Dec. 19, 2010

Weekends, Sleeping In

by Marjorie Saiser

No jump-starting the day,
no bare feet slapping the floor
to bath and breakfast.

Dozing instead
in the nest
like, I suppose,
a pair of gophers

in fuzz and wood shavings.
One jostles the other
in closed-eye luxury.

We are at last
what we are:

and breath
and dream.

"Weekends, Sleeping In" by Marjorie Saiser, from Beside You at the Stoplight. © The Backwaters Press, 2010. Reprinted with permission. (buy now)

It was on this day in 1732 that the first edition of Benjamin Franklin's Poor Richard's Almanac was published.
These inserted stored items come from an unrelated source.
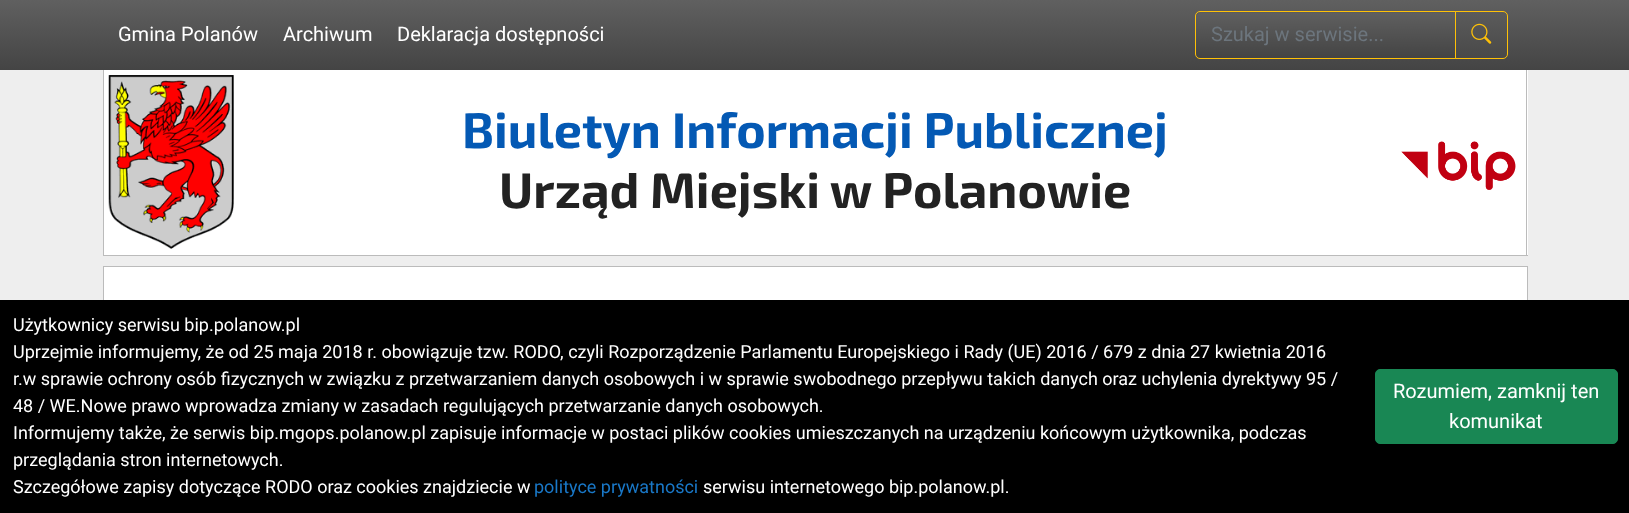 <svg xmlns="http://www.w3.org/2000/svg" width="1629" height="513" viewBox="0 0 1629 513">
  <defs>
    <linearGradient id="g1" gradientUnits="userSpaceOnUse" x1="815" y1="0" x2="815" y2="70"><stop offset="0" stop-color="rgb(96,96,96)"/><stop offset="1" stop-color="rgb(68,68,68)"/></linearGradient>
    <linearGradient id="g2" gradientUnits="userSpaceOnUse" x1="1326" y1="12" x2="1326" y2="58"><stop offset="0" stop-color="rgb(255,255,255)" stop-opacity="0.15"/><stop offset="1" stop-color="rgb(255,255,255)" stop-opacity="0"/></linearGradient>
  </defs>
  <rect width="100%" height="100%" fill="rgb(238,238,238)"/>
  <rect x="0" y="0" width="1629" height="70" fill="url(#g1)"/>
  <g font-family="Roboto" font-size="20" fill="rgb(255,255,255)">
    <text x="118" y="41">Gmina Polanów</text>
    <text x="283" y="41">Archiwum</text>
    <text x="397" y="41">Deklaracja dostępności</text>
  </g>
  <path d="M1200 13H1455V58H1200C1198 58 1196 56 1196 54V17C1196 15 1198 13 1200 13Z" fill="rgb(68,68,68)"/>
  <path d="M1200 13H1455V58H1200C1198 58 1196 56 1196 54V17C1196 15 1198 13 1200 13Z" fill="url(#g2)"/>
  <path d="M1200 11.5H1455.5V58.5H1200C1197.5 58.5 1195.5 56.5 1195.5 54V16C1195.5 13.5 1197.5 11.5 1200 11.5Z" fill="none" stroke="rgb(255,193,7)"/>
  <text x="1211" y="41" font-family="Roboto" font-size="20" fill="rgb(108,117,125)">Szukaj w serwisie...</text>
  <path d="M1455.5 11.5H1503C1505.5 11.5 1507.5 13.5 1507.5 16V54C1507.5 56.5 1505.5 58.5 1503 58.5H1455.5Z" fill="none" stroke="rgb(255,193,7)"/>
  <image x="1471" y="23" width="21" height="21" href="pic1.png"/>
  <rect x="104" y="70" width="1424" height="185" fill="rgb(255,255,255)"/>
  <rect x="1526" y="70" width="1" height="186" fill="rgb(187,187,187)"/>
  <rect x="103" y="255" width="1425" height="1" fill="rgb(187,187,187)"/>
  <rect x="103" y="70" width="1" height="186" fill="rgb(187,187,187)"/>
  <image x="108" y="75" width="126" height="174" href="pic2.png"/>
  <text x="462" y="148" font-family="'Exo 2'" font-size="50" font-weight="bold" fill="rgb(4,89,180)">Biuletyn Informacji Publicznej</text>
  <text x="499" y="208" font-family="'Exo 2'" font-size="50" font-weight="bold" fill="rgb(34,34,34)">Urząd Miejski w Polanowie</text>
  <image x="1401" y="141" width="115" height="49" href="pic3.png"/>
  <rect x="104" y="267" width="1423" height="33" fill="rgb(255,255,255)"/>
  <rect x="103.5" y="266.5" width="1424" height="103" fill="none" stroke="rgb(187,187,187)"/>
  <rect x="0" y="300" width="1629" height="213" fill="rgb(0,0,0)"/>
  <g font-family="Roboto" font-size="18" fill="rgb(255,255,255)">
    <text>
      <tspan x="13" y="331">Użytkownicy serwisu bip.polanow.pl</tspan>
      <tspan x="13" y="358">Uprzejmie informujemy, że od 25 maja 2018 r. obowiązuje tzw. RODO, czyli Rozporządzenie Parlamentu Europejskiego i Rady (UE) 2016 / 679 z dnia 27 kwietnia 2016</tspan>
      <tspan x="13" y="385">r.w sprawie ochrony osób fizycznych w związku z przetwarzaniem danych osobowych i w sprawie swobodnego przepływu takich danych oraz uchylenia dyrektywy 95 /</tspan>
      <tspan x="13" y="412">48 / WE.Nowe prawo wprowadza zmiany w zasadach regulujących przetwarzanie danych osobowych.</tspan>
      <tspan x="13" y="439">Informujemy także, że serwis bip.mgops.polanow.pl zapisuje informacje w postaci plików cookies umieszczanych na urządzeniu końcowym użytkownika, podczas</tspan>
      <tspan x="13" y="466">przeglądania stron internetowych.</tspan>
      <tspan x="13" y="493">Szczegółowe zapisy dotyczące RODO oraz cookies znajdziecie w</tspan>
    </text>
  </g>
  <text x="534" y="493" font-family="Roboto" font-size="18" fill="rgb(25,120,200)">polityce prywatności</text>
  <text x="703" y="493" font-family="Roboto" font-size="18" fill="rgb(255,255,255)">serwisu internetowego bip.polanow.pl.</text>
  <rect x="1375.5" y="369.5" width="242" height="74" rx="4.5" fill="rgb(25,135,84)" stroke="rgb(25,135,84)"/>
  <g font-family="Roboto" font-size="20" fill="rgb(255,255,255)">
    <text x="1393" y="398">Rozumiem, zamknij ten</text>
    <text x="1449" y="428">komunikat</text>
  </g>
</svg>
Franklin's father was a candle-maker and a soap-maker, and Benjamin (books by this author) was number 15 of his 17 children. He was born and grew up in Boston, and at first his father sent him to school so that he could become a minister, but then he decided that ministers didn't make enough money to justify the cost of education. So he pulled Benjamin out of school and put him to work in his shop, but the boy was getting restless and thinking about a life at sea. His father was alarmed, but he figured that since his son loved books so much, maybe he could keep him out of trouble working for a printing press. So when he was 12 years old Benjamin started working as an apprentice to his brother James, who was a printer. A few years later, James began The New-England Courant, the first independent newspaper in the colonies.

Benjamin wanted to write for The New-England Courant. He said: "Being still a Boy, and suspecting that my Brother would object to printing any Thing of mine in his Paper if he knew it to be mine, I contriv'd to disguise my Hand, & writing an anonymous Paper I put it in at Night under the Door of the Printing House. It was found in the Morning & communicated to his Writing Friends when they call'd." He started submitting letters under the persona of Silence Dogood, a middle-aged widow, and the newspaper staff thought they were great — Franklin said that listening to them praise his writing in front of him without knowing it was an "exquisite pleasure."

In "her" first letter, Mrs. Dogood said: "I will not abuse your Patience with a tedious Recital of all the frivolous Accidents of my Life, that happened from this Time until I arrived to Years of Discretion, only inform you that I liv'd a chearful Country Life, spending my leisure Time either in some innocent Diversion with the neighbouring Females, or in some shady Retirement, with the best of Company, Books. Thus I past away the Time with a Mixture of Profit and Pleasure, having no Affliction but what was imaginary, and created in my own Fancy; as nothing is more common with us Women, than to be grieving for nothing, when we have nothing else to grieve for."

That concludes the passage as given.